Being in kitchen(cooking) line helps a lot in understanding the recipes, but this book does not need the required expertise to turn words into mouthwatering dishes.
Book is quite different from many fancy books with glazed pages and pictures of dishes taken by experts, this book is seriously written for cooking and cooking alone. It has recipes and some helpful hints, little anecdote by author here and there looks like sprinkled coriander leaves over the dishes.
Mr Ranjit Rai has somewhat different format of recipe designing, with masala, singe masala, follow up masala and garnishing masala. This may look like his efforts to simplify the complex recipe, but to me it looked like many recipes in one, whenever its mentioned that add singe masala to hot fat, or now put follow up masala, I hav to go back to the ingredient table and then understand whats its like, and then to check the whole recipe again that if follow up masala has ingredients repeating over anything else, may be marination or singe masala or anything else.
Boy... thats confusing to read isnt it? Okay to simplify lemme give you all an example. If a recipe says add singe masala to hot oil (like cumin whole and coriander seeds), let it splutter and add chopped garlic, and saute well, now add follow up masala (may be tomato paste, mixed with red chilly paste, ginger paste and fenugreek powder), and bhunao for couple of minutes, now add the main commodity (like chicken, vegetable, paneer or anything else), add a little water and cover, and simmer for 15 minutes or till its done. Add follow up masala 2 (yes thats also there... like big cardamom powder and rock salt), stir well and finish the dish with garnishing masala (chopped coriander leaves and saffron threads).
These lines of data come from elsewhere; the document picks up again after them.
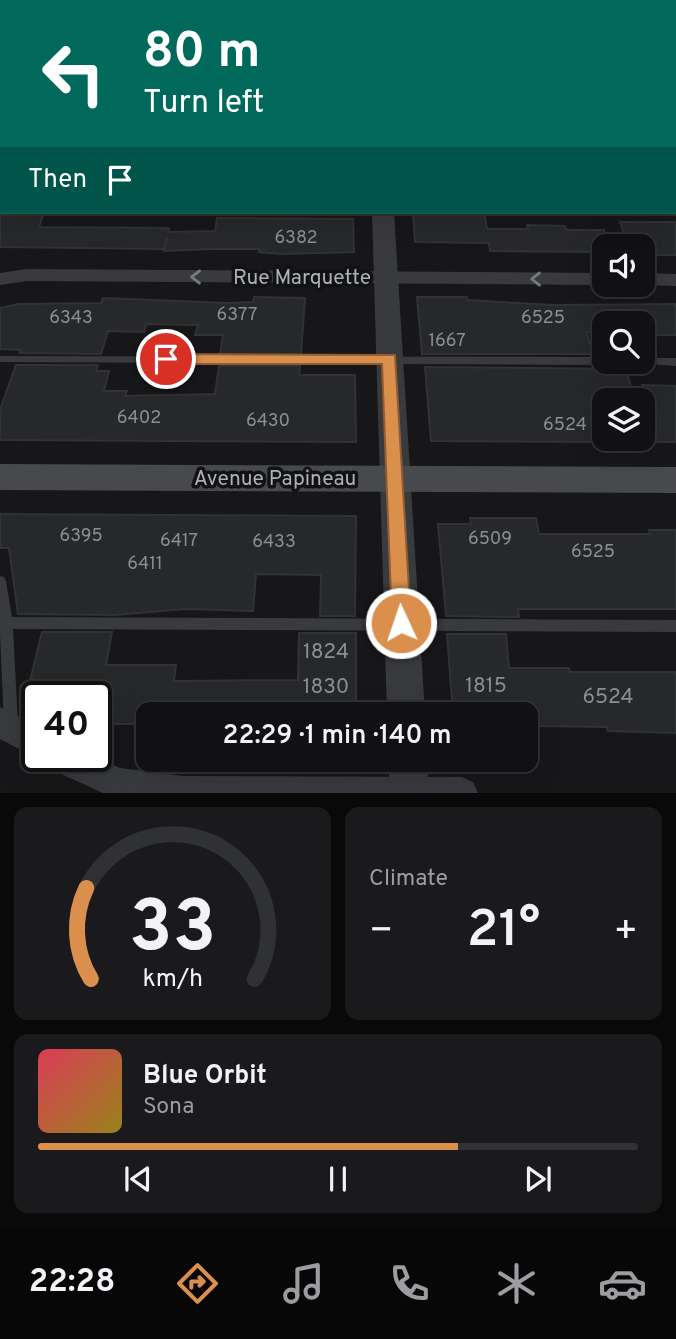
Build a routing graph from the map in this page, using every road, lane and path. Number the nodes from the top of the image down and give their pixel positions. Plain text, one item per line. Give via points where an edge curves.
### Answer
1 (383, 214) edge
2 (386, 278) junction
3 (0, 279) edge
4 (592, 279) edge
5 (655, 279) edge
6 (676, 279) edge
7 (0, 359) edge
8 (390, 359) junction
9 (592, 361) edge
10 (655, 361) edge
11 (676, 362) edge
12 (0, 477) edge
13 (395, 479) junction
14 (676, 480) edge
15 (0, 581) edge
16 (5, 623) junction
17 (401, 623) junction
18 (676, 626) edge
19 (405, 702) edge
20 (6, 724) edge
21 (21, 733) edge
22 (92, 772) edge
23 (409, 772) edge
24 (410, 793) edge
25 (462, 793) edge

1 - 2 street
2 -> 3 street, Rue Marquette via 27,275
4 -> 2 street, Rue Marquette
2 - 8 street
5 - 6 street
7 - 8 lane
8 - 9 lane
8 - 13 street
10 - 11 lane
12 - 13 main road, Avenue Papineau
13 - 14 main road, Avenue Papineau
13 - 17 street
15 - 16 lane
16 - 17 lane
16 - 20 lane
17 - 18 lane
17 - 19 street
20 - 21 street
22 - 24 street via 119,784 183,792
23 - 24 street
24 - 25 street

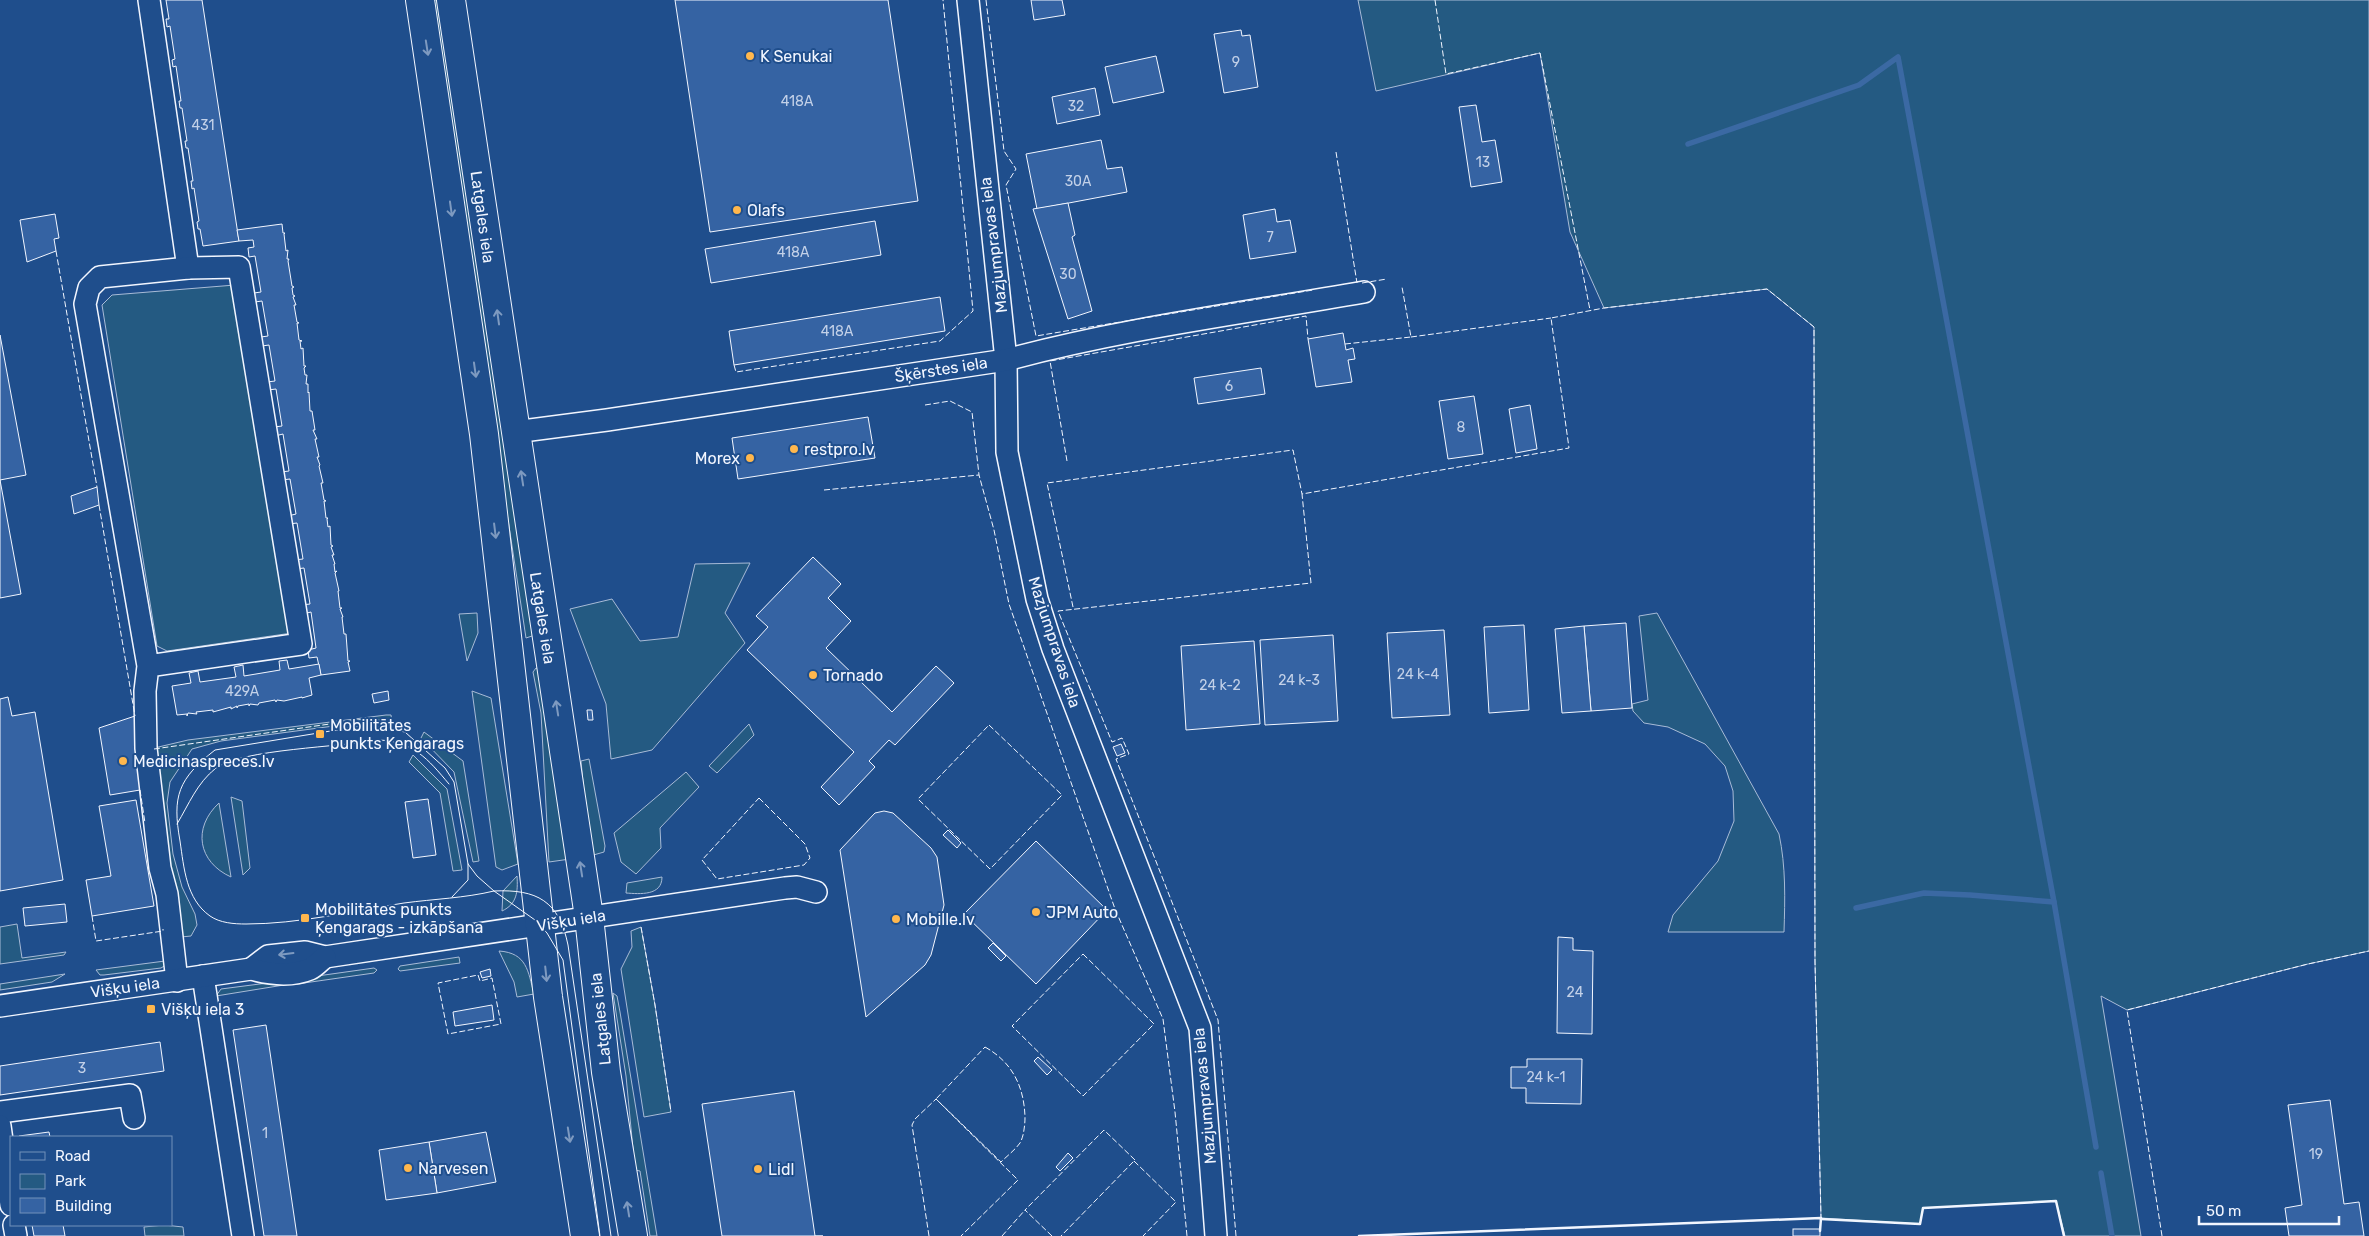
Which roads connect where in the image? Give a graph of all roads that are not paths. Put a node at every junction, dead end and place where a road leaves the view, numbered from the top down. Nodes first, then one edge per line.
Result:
1 (149, 0) edge
2 (420, 0) edge
3 (451, 0) edge
4 (968, 0) edge
5 (188, 268) junction
6 (1364, 292) dead end
7 (1006, 360) junction
8 (515, 432) junction
9 (148, 666) junction
10 (816, 892) dead end
11 (589, 917) junction
12 (541, 926) junction
13 (203, 976) junction
14 (177, 980) junction
15 (0, 1006) edge
16 (0, 1112) edge
17 (134, 1118) dead end
18 (0, 1126) edge
19 (10, 1198) edge
20 (243, 1236) edge
21 (585, 1236) edge
22 (633, 1236) edge
23 (1216, 1236) edge

1 - 5 street
2 -> 12 highway, Latgales iela
8 -> 3 highway, Latgales iela
4 - 7 street, Mazjumpravas iela
5 - 9 street
5 - 9 street
6 - 7 street, Šķērstes iela
7 - 8 street, Šķērstes iela
7 - 23 street, Mazjumpravas iela
11 -> 8 highway, Latgales iela
9 - 14 street
10 - 11 street, Višķu iela
11 - 12 street, Višķu iela
22 -> 11 highway, Latgales iela
12 - 13 street, Višķu iela
12 -> 21 highway, Latgales iela
13 - 14 street, Višķu iela
13 - 20 street
14 - 15 street, Višķu iela
16 - 17 street
18 - 19 street

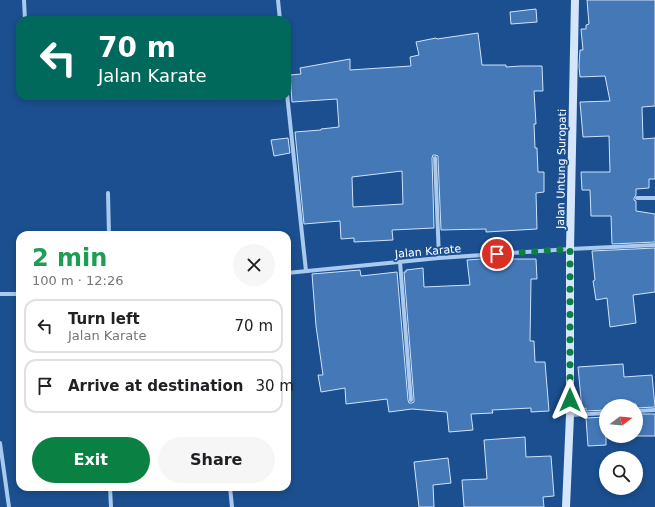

in this recipe if I just say add singe masala and splutter, add followup masala and then add follow up 2 masala, finish with garnishing masala, one would just end up flipping pages to understand the masala jargon, which irritates a bit as the flow of reading and understanding the recipe jolts, its like speed breaker on fast track high way.
But nonetheless the book is good, recipes are new and innovative to a given degree, and yes it has a touch of Mr. Rai himself, known for his brilliant book called Tandoor.
Book is very simple to read, and to keep, with paper back edition, and easy to grab language this book is one good buy.